Below are some records. Write out the lines from the one containing "middle mcp: (336, 384)" to the last line, word for word, leaving out pictures.

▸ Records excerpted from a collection
------------------------------

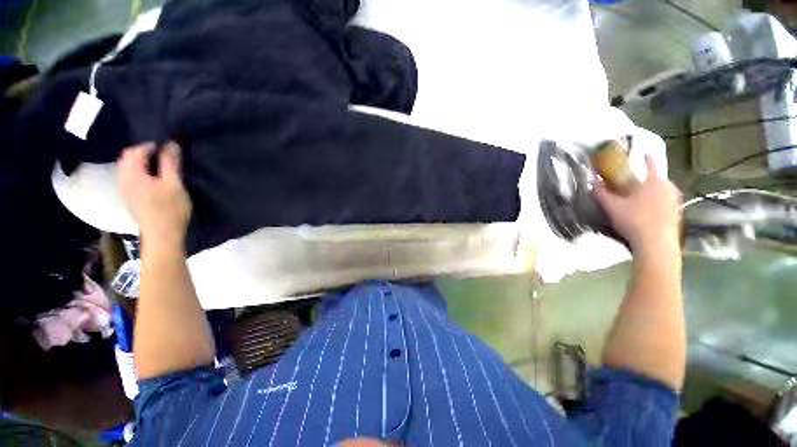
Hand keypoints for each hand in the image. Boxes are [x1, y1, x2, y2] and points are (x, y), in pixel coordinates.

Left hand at [118, 141, 191, 247]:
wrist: (162, 234)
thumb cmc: (169, 208)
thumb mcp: (174, 183)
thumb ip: (170, 162)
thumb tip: (171, 143)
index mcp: (132, 173)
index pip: (136, 150)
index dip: (151, 144)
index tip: (168, 146)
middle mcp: (123, 178)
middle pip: (128, 158)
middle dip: (144, 152)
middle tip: (165, 155)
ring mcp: (124, 189)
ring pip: (128, 167)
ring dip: (141, 162)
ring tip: (160, 165)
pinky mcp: (129, 197)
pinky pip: (130, 177)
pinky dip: (140, 172)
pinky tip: (152, 178)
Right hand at [593, 154, 680, 255]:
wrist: (656, 245)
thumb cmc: (634, 221)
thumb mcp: (612, 207)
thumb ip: (601, 193)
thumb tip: (591, 181)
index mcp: (653, 182)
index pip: (651, 163)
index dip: (646, 156)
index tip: (643, 150)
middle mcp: (668, 188)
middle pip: (657, 178)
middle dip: (646, 178)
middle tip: (634, 183)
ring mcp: (675, 201)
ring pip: (663, 190)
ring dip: (653, 190)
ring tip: (641, 197)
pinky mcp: (677, 213)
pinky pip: (667, 201)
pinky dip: (658, 201)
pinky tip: (649, 210)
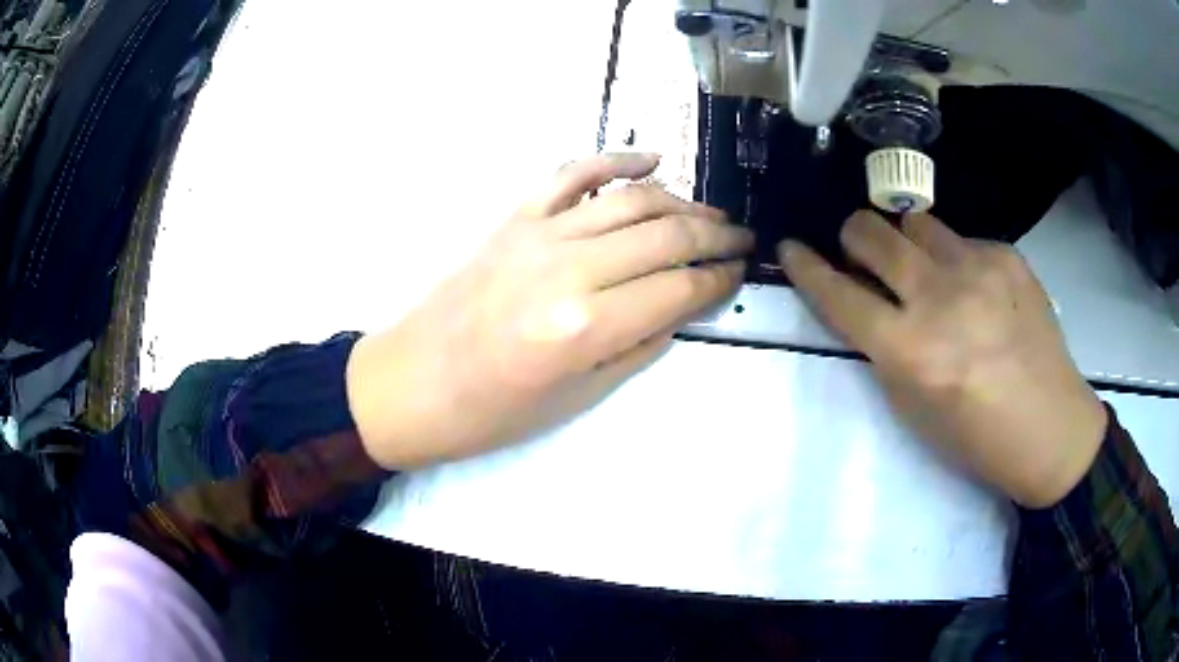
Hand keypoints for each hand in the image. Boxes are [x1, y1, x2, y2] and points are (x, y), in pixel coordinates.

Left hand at [347, 154, 752, 468]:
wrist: (412, 384)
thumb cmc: (492, 411)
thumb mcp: (578, 397)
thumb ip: (639, 345)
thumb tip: (681, 307)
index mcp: (585, 327)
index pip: (678, 288)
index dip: (718, 280)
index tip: (740, 274)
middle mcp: (569, 269)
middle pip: (665, 234)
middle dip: (715, 235)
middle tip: (743, 239)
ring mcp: (539, 233)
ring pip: (630, 200)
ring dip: (681, 201)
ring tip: (712, 213)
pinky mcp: (514, 218)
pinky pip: (572, 174)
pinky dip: (615, 160)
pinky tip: (650, 158)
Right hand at [779, 211, 1106, 507]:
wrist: (1051, 429)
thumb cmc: (977, 438)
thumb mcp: (915, 410)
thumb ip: (886, 350)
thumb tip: (869, 305)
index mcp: (911, 351)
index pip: (840, 295)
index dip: (806, 268)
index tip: (791, 247)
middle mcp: (940, 297)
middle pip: (872, 232)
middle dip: (853, 237)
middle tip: (862, 254)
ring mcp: (978, 268)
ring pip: (916, 221)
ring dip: (906, 241)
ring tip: (926, 269)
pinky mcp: (1007, 256)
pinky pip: (962, 239)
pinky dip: (954, 258)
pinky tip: (978, 290)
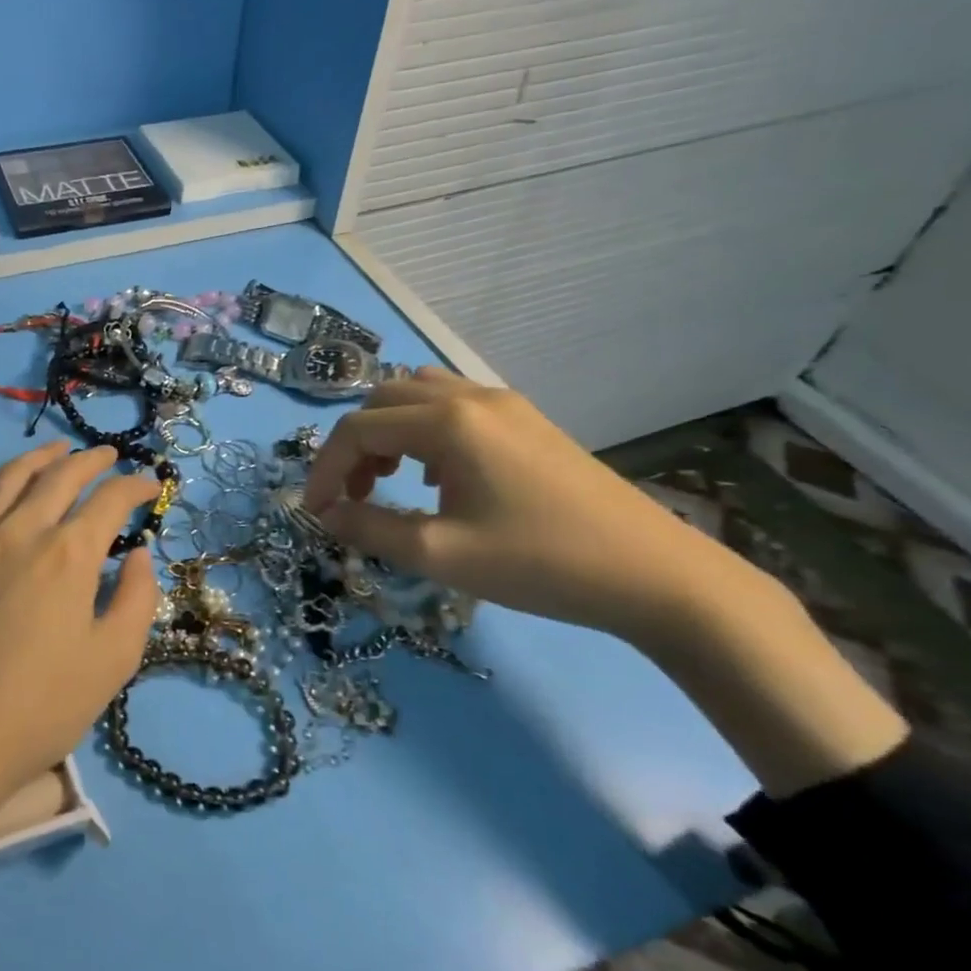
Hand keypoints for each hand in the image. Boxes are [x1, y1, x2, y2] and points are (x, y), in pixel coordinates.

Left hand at [0, 441, 160, 820]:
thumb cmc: (37, 709)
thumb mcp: (111, 662)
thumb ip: (136, 600)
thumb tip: (139, 556)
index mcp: (69, 553)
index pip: (109, 499)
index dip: (135, 486)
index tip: (150, 484)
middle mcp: (22, 530)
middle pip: (61, 475)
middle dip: (91, 460)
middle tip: (110, 456)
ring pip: (13, 477)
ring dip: (43, 457)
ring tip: (59, 450)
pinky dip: (4, 481)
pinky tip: (10, 488)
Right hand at [302, 368, 763, 645]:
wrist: (654, 574)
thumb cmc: (539, 563)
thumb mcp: (440, 554)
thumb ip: (370, 529)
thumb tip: (325, 516)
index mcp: (447, 422)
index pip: (357, 430)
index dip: (325, 470)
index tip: (316, 513)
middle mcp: (470, 396)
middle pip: (382, 401)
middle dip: (353, 447)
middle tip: (354, 497)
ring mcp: (504, 404)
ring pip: (417, 396)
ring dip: (388, 432)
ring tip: (389, 481)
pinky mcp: (527, 421)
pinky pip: (453, 406)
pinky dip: (423, 432)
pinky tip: (438, 478)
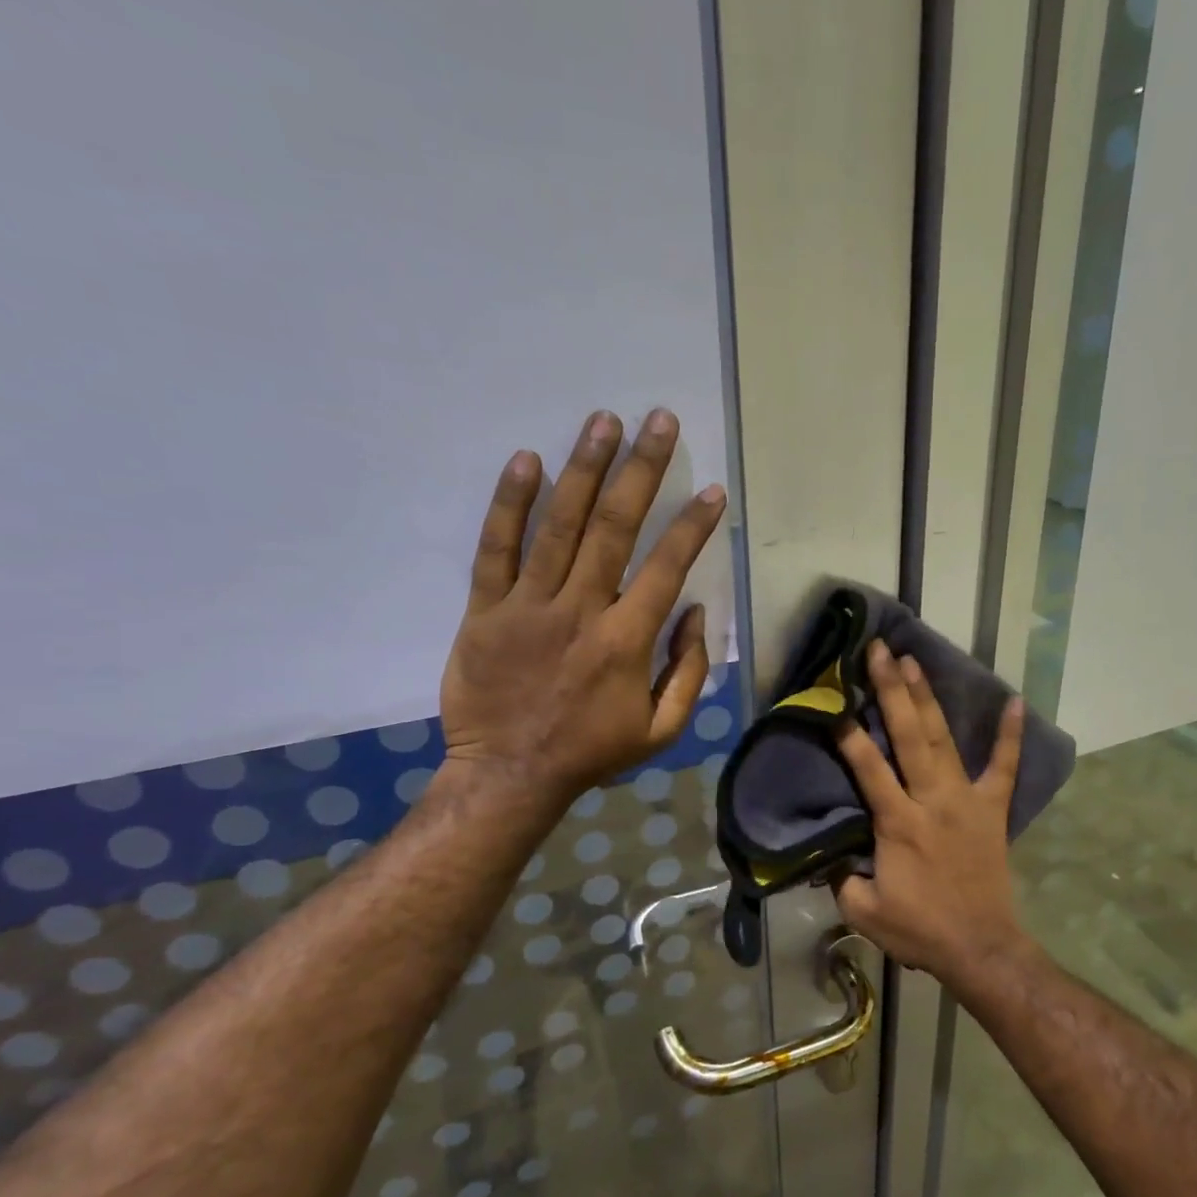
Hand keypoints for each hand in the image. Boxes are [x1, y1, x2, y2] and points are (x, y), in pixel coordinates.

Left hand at [436, 407, 726, 812]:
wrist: (510, 775)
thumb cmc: (591, 752)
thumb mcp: (661, 729)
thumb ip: (686, 671)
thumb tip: (693, 613)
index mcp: (626, 641)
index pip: (666, 568)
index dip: (692, 526)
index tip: (711, 491)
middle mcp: (580, 611)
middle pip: (614, 528)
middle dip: (641, 470)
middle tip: (657, 421)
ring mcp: (528, 606)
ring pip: (559, 526)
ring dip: (584, 469)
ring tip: (603, 422)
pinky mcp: (485, 611)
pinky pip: (496, 550)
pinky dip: (510, 505)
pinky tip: (527, 461)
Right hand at [834, 641, 1030, 979]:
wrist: (980, 947)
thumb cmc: (919, 929)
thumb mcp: (863, 911)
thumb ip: (840, 877)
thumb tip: (824, 851)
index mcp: (898, 823)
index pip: (868, 768)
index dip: (849, 736)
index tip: (834, 704)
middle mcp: (932, 800)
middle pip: (909, 736)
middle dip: (891, 691)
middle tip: (879, 652)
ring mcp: (967, 800)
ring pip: (944, 740)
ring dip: (929, 699)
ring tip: (915, 661)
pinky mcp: (993, 809)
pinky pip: (1005, 767)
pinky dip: (1009, 735)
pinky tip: (1014, 700)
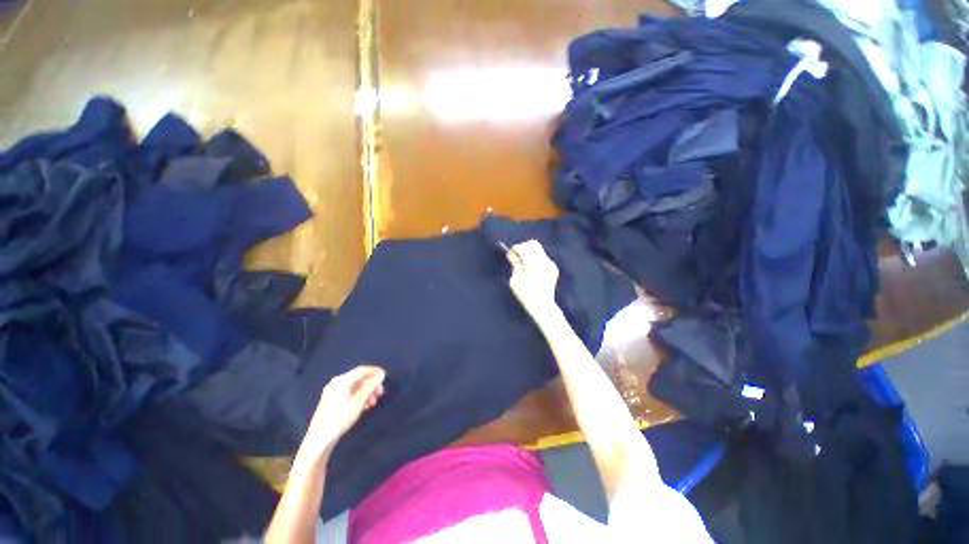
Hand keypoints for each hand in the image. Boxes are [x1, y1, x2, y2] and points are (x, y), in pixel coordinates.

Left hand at [303, 365, 385, 458]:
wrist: (320, 439)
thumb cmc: (340, 418)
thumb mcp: (358, 401)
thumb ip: (370, 386)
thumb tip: (381, 374)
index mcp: (341, 381)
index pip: (361, 370)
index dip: (374, 371)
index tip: (385, 376)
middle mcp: (336, 384)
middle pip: (358, 379)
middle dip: (371, 385)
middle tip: (381, 393)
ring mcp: (333, 393)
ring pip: (355, 387)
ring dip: (366, 392)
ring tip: (373, 403)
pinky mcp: (332, 402)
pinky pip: (349, 394)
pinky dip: (359, 397)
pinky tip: (364, 406)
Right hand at [506, 240, 560, 322]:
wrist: (543, 305)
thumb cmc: (526, 295)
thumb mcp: (516, 280)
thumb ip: (515, 264)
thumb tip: (511, 254)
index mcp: (533, 263)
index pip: (524, 247)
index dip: (516, 248)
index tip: (510, 253)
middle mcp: (543, 260)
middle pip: (533, 244)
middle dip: (524, 247)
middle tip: (517, 257)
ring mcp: (550, 264)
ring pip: (539, 250)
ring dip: (530, 253)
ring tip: (524, 264)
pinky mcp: (553, 268)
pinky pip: (544, 257)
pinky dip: (536, 259)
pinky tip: (532, 270)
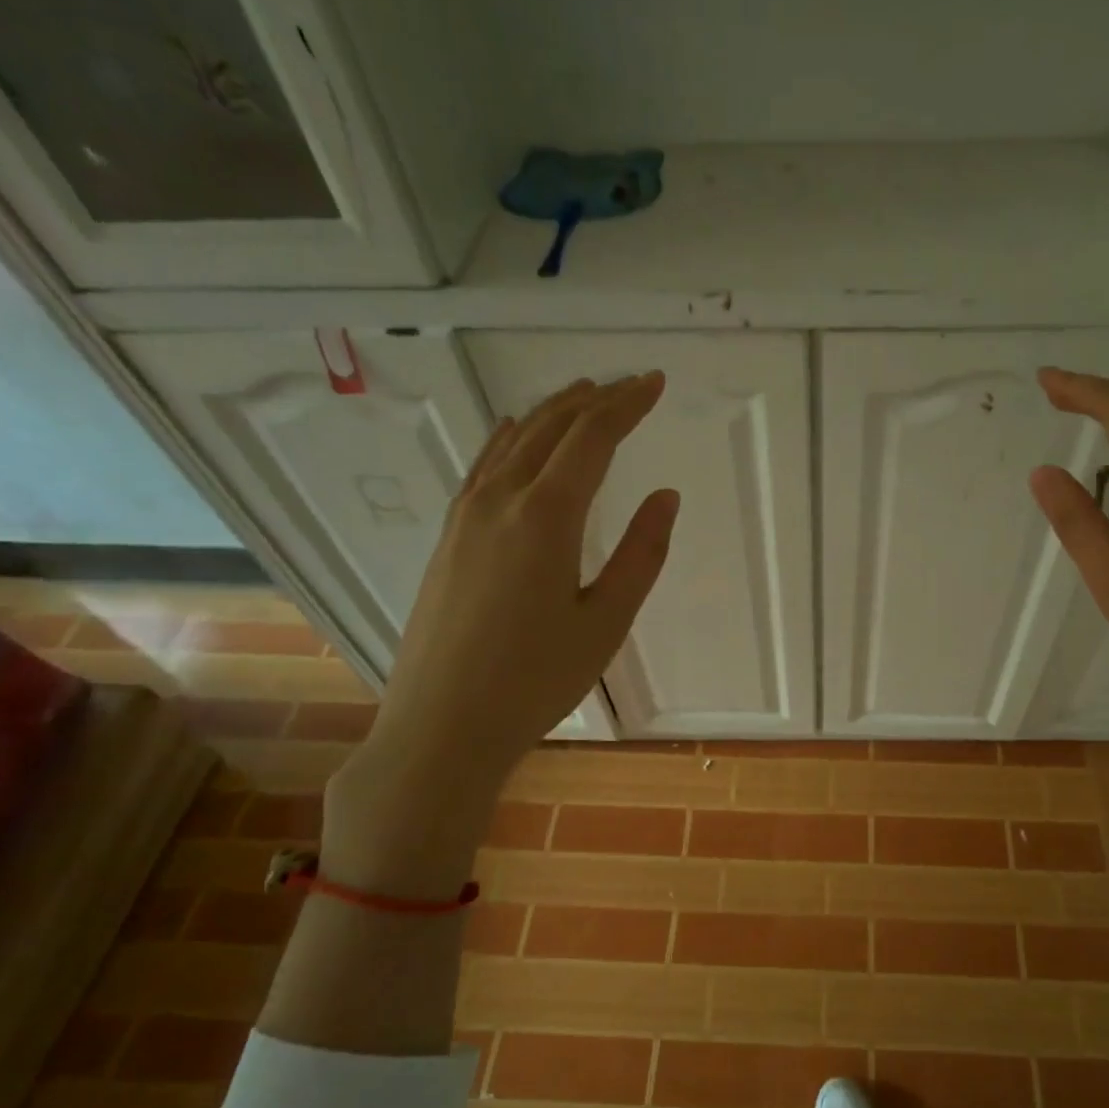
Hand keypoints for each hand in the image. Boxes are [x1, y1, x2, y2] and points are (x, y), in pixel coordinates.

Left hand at [324, 373, 678, 889]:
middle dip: (594, 400)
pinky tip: (515, 434)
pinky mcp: (449, 538)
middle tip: (630, 384)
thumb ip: (641, 554)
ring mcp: (466, 516)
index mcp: (545, 516)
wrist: (443, 725)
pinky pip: (483, 467)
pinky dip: (510, 439)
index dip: (627, 405)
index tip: (655, 382)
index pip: (592, 437)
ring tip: (583, 394)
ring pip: (513, 441)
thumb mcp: (606, 621)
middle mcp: (500, 500)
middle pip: (550, 428)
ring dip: (552, 412)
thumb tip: (666, 496)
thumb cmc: (536, 680)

------------------------------

▸ SOLVED EXERCISE
middle mcp: (336, 384)
middle pip: (358, 379)
middle dip: (371, 385)
middle tip: (381, 393)
ring mcp: (333, 393)
ring pip: (355, 387)
ring dip: (366, 392)
ring tip: (373, 403)
pinky mcp: (332, 402)
pinky pip: (349, 394)
pinky dip: (359, 397)
pinky tip: (364, 406)
Right hand at [506, 240, 560, 322]:
wrist: (543, 305)
thumb cmc: (526, 295)
thumb mcp: (516, 280)
thumb ip: (515, 264)
thumb tip: (511, 254)
index mcp: (533, 263)
index pip: (524, 247)
index dip: (516, 248)
index tip: (510, 253)
middle mcp: (543, 260)
middle pip: (533, 244)
middle dip: (524, 247)
middle tip: (517, 257)
ring mcp: (550, 264)
ring pip: (539, 250)
ring dip: (530, 253)
ring tip: (524, 264)
pinky mcp: (553, 268)
pinky pip: (544, 257)
pinky dip: (536, 259)
pinky tip: (532, 270)
Hand keypoints for each hand in the image. Boxes are [x1, y1, x2, y2] and points are (x, y), in pixel coordinates.

Left hand at [324, 373, 678, 889]:
middle dip: (594, 400)
pinky tip: (515, 434)
pinky mcp: (449, 538)
middle tip: (630, 384)
thumb ip: (641, 554)
ring mcp: (466, 516)
index mcp: (545, 516)
wrist: (443, 725)
pinky pip: (483, 467)
pinky dip: (510, 439)
index dip: (627, 405)
index tip: (655, 382)
index pip: (592, 437)
ring tip: (583, 394)
ring pip: (513, 441)
thumb mcp: (606, 621)
middle mcp: (500, 500)
middle pip: (550, 428)
ring dip: (552, 412)
thumb tip: (666, 496)
thumb cmc: (536, 680)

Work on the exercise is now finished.